> Given material
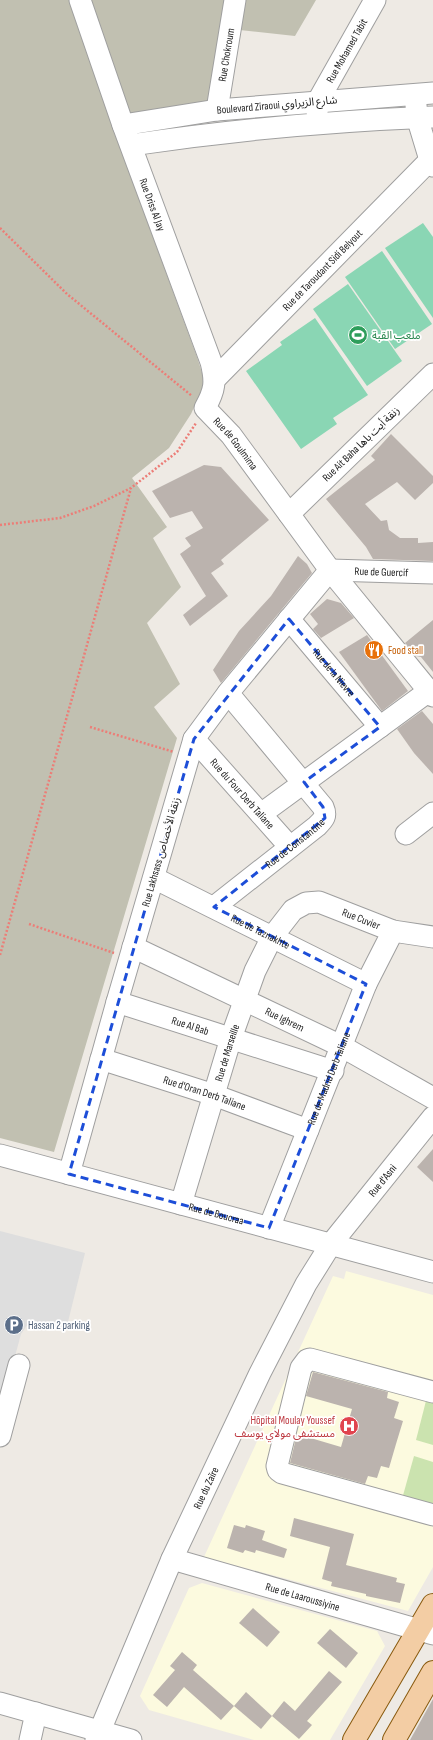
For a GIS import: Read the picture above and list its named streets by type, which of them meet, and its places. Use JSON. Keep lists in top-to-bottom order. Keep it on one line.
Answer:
{"streets":{"street":["Rue Mohamed Tabit","Rue Chokroum","Boulevard Ziraoui شارع الزيراوي","Rue Driss Al Jay","Rue de Taroudant Sidi Belyout","Rue de Goulmima","Rue Ait Baha زنقة أيت باها","Rue de Guercif","Rue de la Nievre","Rue du Four Derb Taliane","Rue de Constantine","Rue Lakhsass زنقة الأخصاص","Rue Cuvier","Rue de Taznakhte","Rue Ighrem","Rue Al Bab","Rue de Marseille","Rue de Madrid Derb Taliane","Rue d'Oran Derb Taliane","Rue d'Asni","Rue de Boucraa","Rue du Zaïre","Rue de Laaroussiyine"]},"crossings":[["Rue Mohamed Tabit","Boulevard Ziraoui شارع الزيراوي"],["Rue Chokroum","Boulevard Ziraoui شارع الزيراوي"],["Boulevard Ziraoui شارع الزيراوي","Rue Driss Al Jay"],["Rue Driss Al Jay","Rue de Taroudant Sidi Belyout"],["Rue de Goulmima","Rue Ait Baha زنقة أيت باها"],["Rue de Goulmima","Rue de Guercif"],["Rue de Goulmima","Rue Lakhsass زنقة الأخصاص"],["Rue de Guercif","Rue Lakhsass زنقة الأخصاص"],["Rue de la Nievre","Rue Lakhsass زنقة الأخصاص"],["Rue du Four Derb Taliane","Rue de Constantine"],["Rue du Four Derb Taliane","Rue Lakhsass زنقة الأخصاص"],["Rue de Constantine","Rue Lakhsass زنقة الأخصاص"],["Rue de Constantine","Rue de Taznakhte"],["Rue Lakhsass زنقة الأخصاص","Rue de Taznakhte"],["Rue Lakhsass زنقة الأخصاص","Rue Ighrem"],["Rue Lakhsass زنقة الأخصاص","Rue Al Bab"],["Rue Lakhsass زنقة الأخصاص","Rue d'Oran Derb Taliane"],["Rue Lakhsass زنقة الأخصاص","Rue de Boucraa"],["Rue Cuvier","Rue de Marseille"],["Rue Cuvier","Rue de Madrid Derb Taliane"],["Rue de Taznakhte","Rue de Marseille"],["Rue de Taznakhte","Rue de Madrid Derb Taliane"],["Rue Ighrem","Rue de Marseille"],["Rue Ighrem","Rue de Madrid Derb Taliane"],["Rue Al Bab","Rue de Marseille"],["Rue Al Bab","Rue de Madrid Derb Taliane"],["Rue de Marseille","Rue d'Oran Derb Taliane"],["Rue de Marseille","Rue de Boucraa"],["Rue de Madrid Derb Taliane","Rue d'Oran Derb Taliane"],["Rue de Madrid Derb Taliane","Rue de Boucraa"],["Rue d'Asni","Rue de Boucraa"],["Rue d'Asni","Rue du Zaïre"],["Rue de Boucraa","Rue du Zaïre"],["Rue du Zaïre","Rue de Laaroussiyine"]],"places":{"sports":["ملعب القبة"],"restaurant":["Food stall"],"parking":["Hassan 2 parking"],"hospital":["Hôpital Moulay Youssef مستشفى مولاي يوسف"]}}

> Brief
Please set down the whole listing exactly, apart from the pictures.

> Answer
For a GIS import: Read the picture above and list its named streets by type, which of them meet, and its places. Use JSON. Keep lists in top-to-bottom order. Keep it on one line.
Answer:
{"streets":{"street":["Rue Mohamed Tabit","Rue Chokroum","Boulevard Ziraoui شارع الزيراوي","Rue Driss Al Jay","Rue de Taroudant Sidi Belyout","Rue de Goulmima","Rue Ait Baha زنقة أيت باها","Rue de Guercif","Rue de la Nievre","Rue du Four Derb Taliane","Rue de Constantine","Rue Lakhsass زنقة الأخصاص","Rue Cuvier","Rue de Taznakhte","Rue Ighrem","Rue Al Bab","Rue de Marseille","Rue de Madrid Derb Taliane","Rue d'Oran Derb Taliane","Rue d'Asni","Rue de Boucraa","Rue du Zaïre","Rue de Laaroussiyine"]},"crossings":[["Rue Mohamed Tabit","Boulevard Ziraoui شارع الزيراوي"],["Rue Chokroum","Boulevard Ziraoui شارع الزيراوي"],["Boulevard Ziraoui شارع الزيراوي","Rue Driss Al Jay"],["Rue Driss Al Jay","Rue de Taroudant Sidi Belyout"],["Rue de Goulmima","Rue Ait Baha زنقة أيت باها"],["Rue de Goulmima","Rue de Guercif"],["Rue de Goulmima","Rue Lakhsass زنقة الأخصاص"],["Rue de Guercif","Rue Lakhsass زنقة الأخصاص"],["Rue de la Nievre","Rue Lakhsass زنقة الأخصاص"],["Rue du Four Derb Taliane","Rue de Constantine"],["Rue du Four Derb Taliane","Rue Lakhsass زنقة الأخصاص"],["Rue de Constantine","Rue Lakhsass زنقة الأخصاص"],["Rue de Constantine","Rue de Taznakhte"],["Rue Lakhsass زنقة الأخصاص","Rue de Taznakhte"],["Rue Lakhsass زنقة الأخصاص","Rue Ighrem"],["Rue Lakhsass زنقة الأخصاص","Rue Al Bab"],["Rue Lakhsass زنقة الأخصاص","Rue d'Oran Derb Taliane"],["Rue Lakhsass زنقة الأخصاص","Rue de Boucraa"],["Rue Cuvier","Rue de Marseille"],["Rue Cuvier","Rue de Madrid Derb Taliane"],["Rue de Taznakhte","Rue de Marseille"],["Rue de Taznakhte","Rue de Madrid Derb Taliane"],["Rue Ighrem","Rue de Marseille"],["Rue Ighrem","Rue de Madrid Derb Taliane"],["Rue Al Bab","Rue de Marseille"],["Rue Al Bab","Rue de Madrid Derb Taliane"],["Rue de Marseille","Rue d'Oran Derb Taliane"],["Rue de Marseille","Rue de Boucraa"],["Rue de Madrid Derb Taliane","Rue d'Oran Derb Taliane"],["Rue de Madrid Derb Taliane","Rue de Boucraa"],["Rue d'Asni","Rue de Boucraa"],["Rue d'Asni","Rue du Zaïre"],["Rue de Boucraa","Rue du Zaïre"],["Rue du Zaïre","Rue de Laaroussiyine"]],"places":{"sports":["ملعب القبة"],"restaurant":["Food stall"],"parking":["Hassan 2 parking"],"hospital":["Hôpital Moulay Youssef مستشفى مولاي يوسف"]}}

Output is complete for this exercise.